_Data shown_

[Start of section]

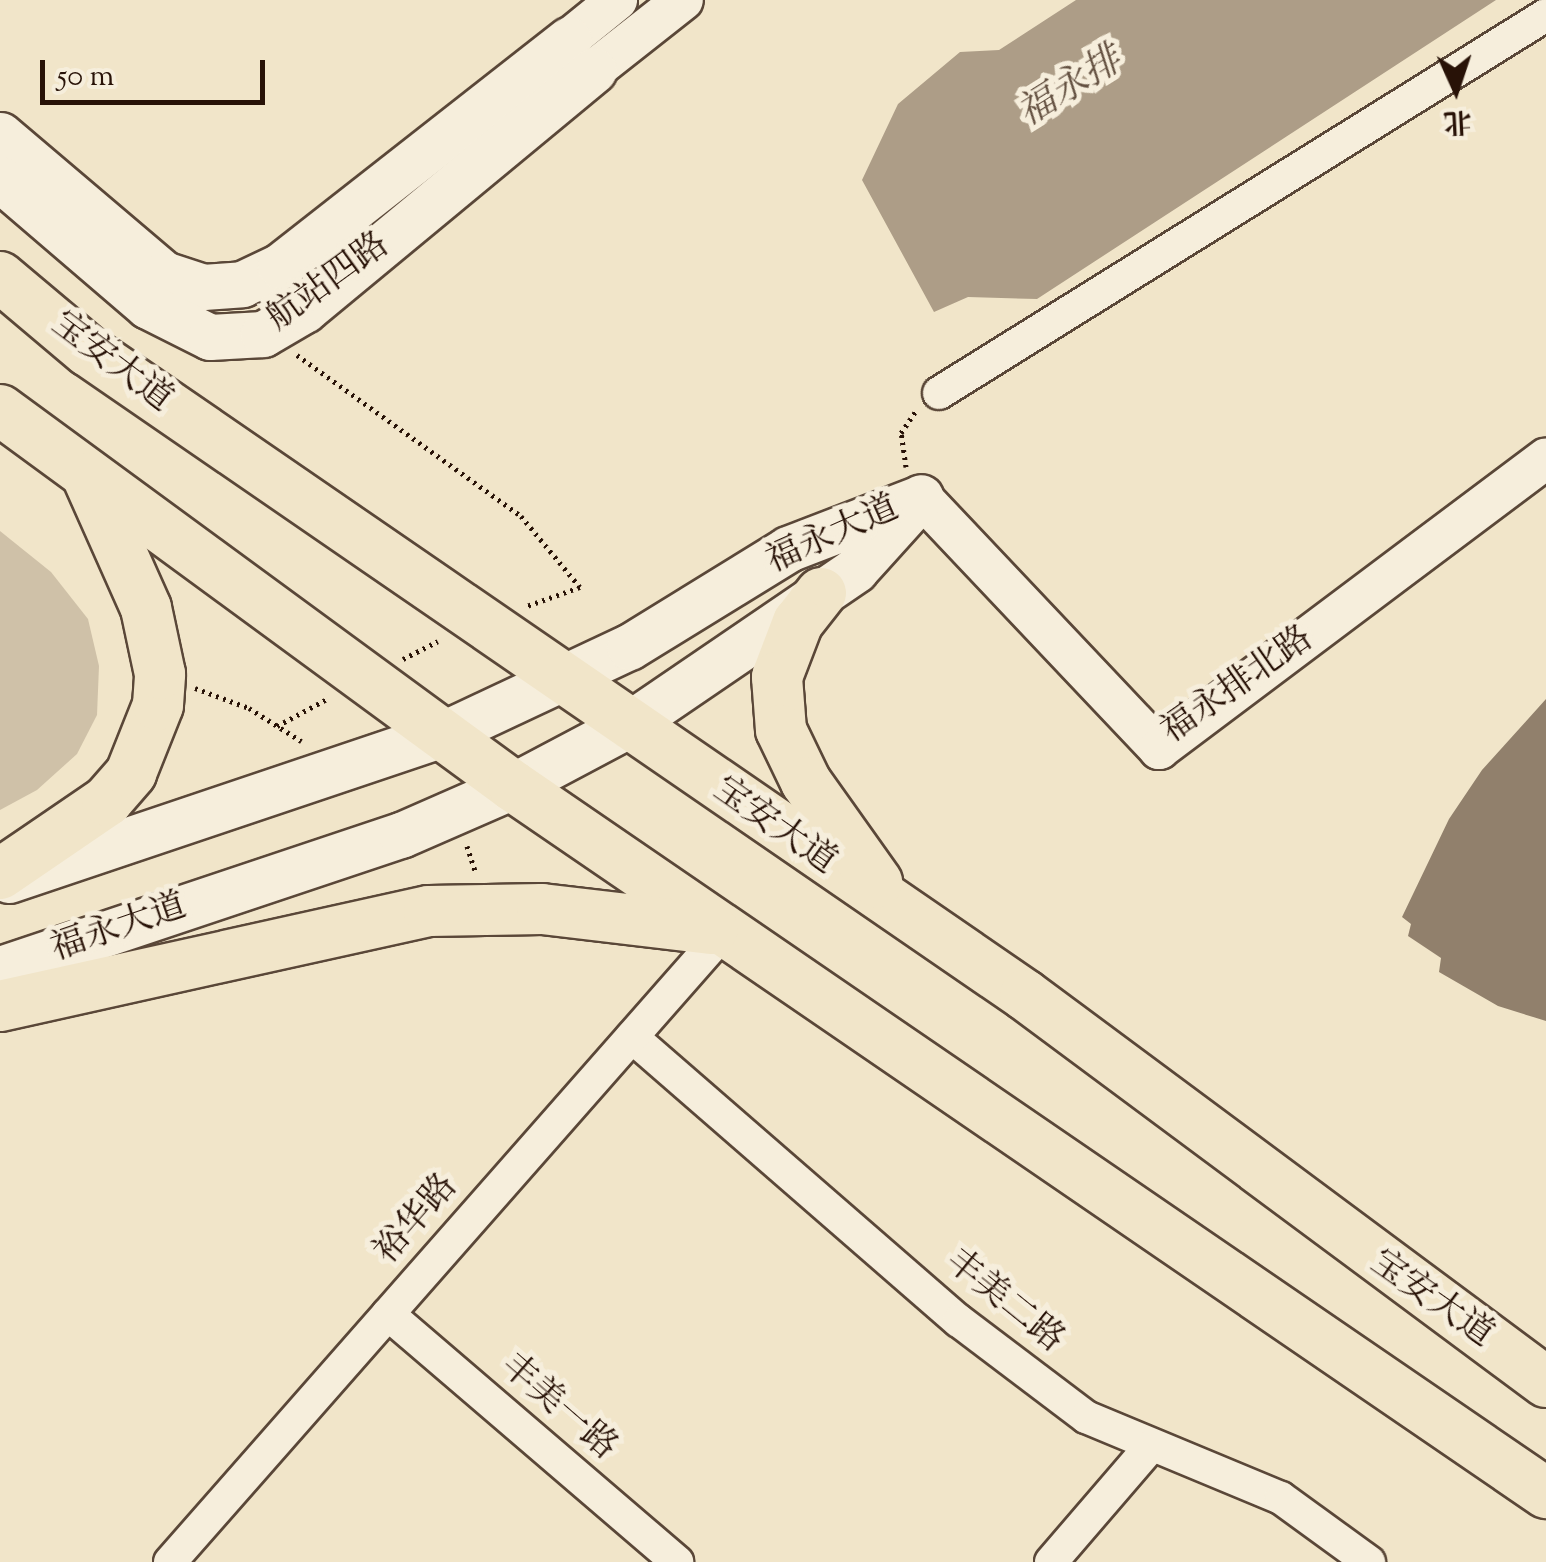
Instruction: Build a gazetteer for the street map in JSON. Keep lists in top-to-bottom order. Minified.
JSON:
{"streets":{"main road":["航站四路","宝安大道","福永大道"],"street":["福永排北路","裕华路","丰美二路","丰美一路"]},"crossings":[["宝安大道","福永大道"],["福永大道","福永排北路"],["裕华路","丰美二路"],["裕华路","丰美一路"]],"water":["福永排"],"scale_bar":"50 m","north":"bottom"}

[End of section]

_Task description_
Write the listing above out again exactly, dropping each image.

_Task result_
Instruction: Build a gazetteer for the street map in JSON. Keep lists in top-to-bottom order. Minified.
JSON:
{"streets":{"main road":["航站四路","宝安大道","福永大道"],"street":["福永排北路","裕华路","丰美二路","丰美一路"]},"crossings":[["宝安大道","福永大道"],["福永大道","福永排北路"],["裕华路","丰美二路"],["裕华路","丰美一路"]],"water":["福永排"],"scale_bar":"50 m","north":"bottom"}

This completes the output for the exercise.